══ Available data
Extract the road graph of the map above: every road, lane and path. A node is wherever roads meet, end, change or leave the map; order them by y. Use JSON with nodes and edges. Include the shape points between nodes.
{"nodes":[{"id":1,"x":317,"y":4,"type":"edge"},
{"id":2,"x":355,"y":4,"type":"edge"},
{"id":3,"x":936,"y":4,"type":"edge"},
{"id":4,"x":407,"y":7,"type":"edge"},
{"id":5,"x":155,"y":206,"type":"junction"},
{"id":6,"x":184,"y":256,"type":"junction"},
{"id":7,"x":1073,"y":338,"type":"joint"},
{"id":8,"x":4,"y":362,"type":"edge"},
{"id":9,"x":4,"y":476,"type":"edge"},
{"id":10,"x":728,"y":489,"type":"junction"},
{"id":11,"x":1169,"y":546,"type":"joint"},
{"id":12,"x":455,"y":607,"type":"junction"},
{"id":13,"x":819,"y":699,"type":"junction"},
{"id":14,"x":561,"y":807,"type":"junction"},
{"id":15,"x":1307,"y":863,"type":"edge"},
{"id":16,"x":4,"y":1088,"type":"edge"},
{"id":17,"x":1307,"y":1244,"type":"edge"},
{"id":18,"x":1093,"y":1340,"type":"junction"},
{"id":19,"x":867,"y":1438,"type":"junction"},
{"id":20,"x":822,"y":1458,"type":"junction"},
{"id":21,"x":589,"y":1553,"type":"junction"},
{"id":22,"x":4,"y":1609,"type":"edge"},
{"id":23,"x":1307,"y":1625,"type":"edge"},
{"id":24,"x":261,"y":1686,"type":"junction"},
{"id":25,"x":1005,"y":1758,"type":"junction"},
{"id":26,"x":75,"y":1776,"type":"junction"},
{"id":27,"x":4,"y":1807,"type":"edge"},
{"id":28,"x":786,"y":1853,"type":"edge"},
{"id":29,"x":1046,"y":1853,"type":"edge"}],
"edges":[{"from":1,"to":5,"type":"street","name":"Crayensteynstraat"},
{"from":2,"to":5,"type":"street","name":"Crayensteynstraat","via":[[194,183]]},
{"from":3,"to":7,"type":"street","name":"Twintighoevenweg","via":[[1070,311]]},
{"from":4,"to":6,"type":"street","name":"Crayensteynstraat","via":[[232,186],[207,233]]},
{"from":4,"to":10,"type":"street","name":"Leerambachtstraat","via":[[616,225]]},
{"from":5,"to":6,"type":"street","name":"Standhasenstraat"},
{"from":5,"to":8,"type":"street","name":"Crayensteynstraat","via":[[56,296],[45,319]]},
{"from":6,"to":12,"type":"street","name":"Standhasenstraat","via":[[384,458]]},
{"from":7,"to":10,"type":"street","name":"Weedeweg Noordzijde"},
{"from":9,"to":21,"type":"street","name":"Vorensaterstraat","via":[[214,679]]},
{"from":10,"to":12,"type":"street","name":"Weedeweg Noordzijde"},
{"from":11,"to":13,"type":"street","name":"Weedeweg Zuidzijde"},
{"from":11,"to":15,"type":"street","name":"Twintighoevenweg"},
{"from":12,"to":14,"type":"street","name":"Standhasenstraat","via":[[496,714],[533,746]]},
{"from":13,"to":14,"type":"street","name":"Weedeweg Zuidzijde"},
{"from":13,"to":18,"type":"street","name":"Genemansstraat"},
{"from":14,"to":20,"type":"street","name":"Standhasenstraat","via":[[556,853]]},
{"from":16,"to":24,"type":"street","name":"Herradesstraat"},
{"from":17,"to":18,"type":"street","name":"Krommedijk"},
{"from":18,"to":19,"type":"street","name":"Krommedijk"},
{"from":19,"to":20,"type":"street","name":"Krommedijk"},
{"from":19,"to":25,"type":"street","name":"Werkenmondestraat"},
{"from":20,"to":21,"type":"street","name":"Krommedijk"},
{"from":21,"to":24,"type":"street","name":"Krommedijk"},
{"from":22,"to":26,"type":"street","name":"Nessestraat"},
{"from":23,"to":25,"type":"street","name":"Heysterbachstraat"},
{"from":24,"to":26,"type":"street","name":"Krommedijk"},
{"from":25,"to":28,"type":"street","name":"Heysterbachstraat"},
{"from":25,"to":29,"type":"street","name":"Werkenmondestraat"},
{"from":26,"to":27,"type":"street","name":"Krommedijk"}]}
════
Action item —
Please write out all of the records above, character for character.

Response for this exercise —
Extract the road graph of the map above: every road, lane and path. A node is wherever roads meet, end, change or leave the map; order them by y. Use JSON with nodes and edges. Include the shape points between nodes.
{"nodes":[{"id":1,"x":317,"y":4,"type":"edge"},
{"id":2,"x":355,"y":4,"type":"edge"},
{"id":3,"x":936,"y":4,"type":"edge"},
{"id":4,"x":407,"y":7,"type":"edge"},
{"id":5,"x":155,"y":206,"type":"junction"},
{"id":6,"x":184,"y":256,"type":"junction"},
{"id":7,"x":1073,"y":338,"type":"joint"},
{"id":8,"x":4,"y":362,"type":"edge"},
{"id":9,"x":4,"y":476,"type":"edge"},
{"id":10,"x":728,"y":489,"type":"junction"},
{"id":11,"x":1169,"y":546,"type":"joint"},
{"id":12,"x":455,"y":607,"type":"junction"},
{"id":13,"x":819,"y":699,"type":"junction"},
{"id":14,"x":561,"y":807,"type":"junction"},
{"id":15,"x":1307,"y":863,"type":"edge"},
{"id":16,"x":4,"y":1088,"type":"edge"},
{"id":17,"x":1307,"y":1244,"type":"edge"},
{"id":18,"x":1093,"y":1340,"type":"junction"},
{"id":19,"x":867,"y":1438,"type":"junction"},
{"id":20,"x":822,"y":1458,"type":"junction"},
{"id":21,"x":589,"y":1553,"type":"junction"},
{"id":22,"x":4,"y":1609,"type":"edge"},
{"id":23,"x":1307,"y":1625,"type":"edge"},
{"id":24,"x":261,"y":1686,"type":"junction"},
{"id":25,"x":1005,"y":1758,"type":"junction"},
{"id":26,"x":75,"y":1776,"type":"junction"},
{"id":27,"x":4,"y":1807,"type":"edge"},
{"id":28,"x":786,"y":1853,"type":"edge"},
{"id":29,"x":1046,"y":1853,"type":"edge"}],
"edges":[{"from":1,"to":5,"type":"street","name":"Crayensteynstraat"},
{"from":2,"to":5,"type":"street","name":"Crayensteynstraat","via":[[194,183]]},
{"from":3,"to":7,"type":"street","name":"Twintighoevenweg","via":[[1070,311]]},
{"from":4,"to":6,"type":"street","name":"Crayensteynstraat","via":[[232,186],[207,233]]},
{"from":4,"to":10,"type":"street","name":"Leerambachtstraat","via":[[616,225]]},
{"from":5,"to":6,"type":"street","name":"Standhasenstraat"},
{"from":5,"to":8,"type":"street","name":"Crayensteynstraat","via":[[56,296],[45,319]]},
{"from":6,"to":12,"type":"street","name":"Standhasenstraat","via":[[384,458]]},
{"from":7,"to":10,"type":"street","name":"Weedeweg Noordzijde"},
{"from":9,"to":21,"type":"street","name":"Vorensaterstraat","via":[[214,679]]},
{"from":10,"to":12,"type":"street","name":"Weedeweg Noordzijde"},
{"from":11,"to":13,"type":"street","name":"Weedeweg Zuidzijde"},
{"from":11,"to":15,"type":"street","name":"Twintighoevenweg"},
{"from":12,"to":14,"type":"street","name":"Standhasenstraat","via":[[496,714],[533,746]]},
{"from":13,"to":14,"type":"street","name":"Weedeweg Zuidzijde"},
{"from":13,"to":18,"type":"street","name":"Genemansstraat"},
{"from":14,"to":20,"type":"street","name":"Standhasenstraat","via":[[556,853]]},
{"from":16,"to":24,"type":"street","name":"Herradesstraat"},
{"from":17,"to":18,"type":"street","name":"Krommedijk"},
{"from":18,"to":19,"type":"street","name":"Krommedijk"},
{"from":19,"to":20,"type":"street","name":"Krommedijk"},
{"from":19,"to":25,"type":"street","name":"Werkenmondestraat"},
{"from":20,"to":21,"type":"street","name":"Krommedijk"},
{"from":21,"to":24,"type":"street","name":"Krommedijk"},
{"from":22,"to":26,"type":"street","name":"Nessestraat"},
{"from":23,"to":25,"type":"street","name":"Heysterbachstraat"},
{"from":24,"to":26,"type":"street","name":"Krommedijk"},
{"from":25,"to":28,"type":"street","name":"Heysterbachstraat"},
{"from":25,"to":29,"type":"street","name":"Werkenmondestraat"},
{"from":26,"to":27,"type":"street","name":"Krommedijk"}]}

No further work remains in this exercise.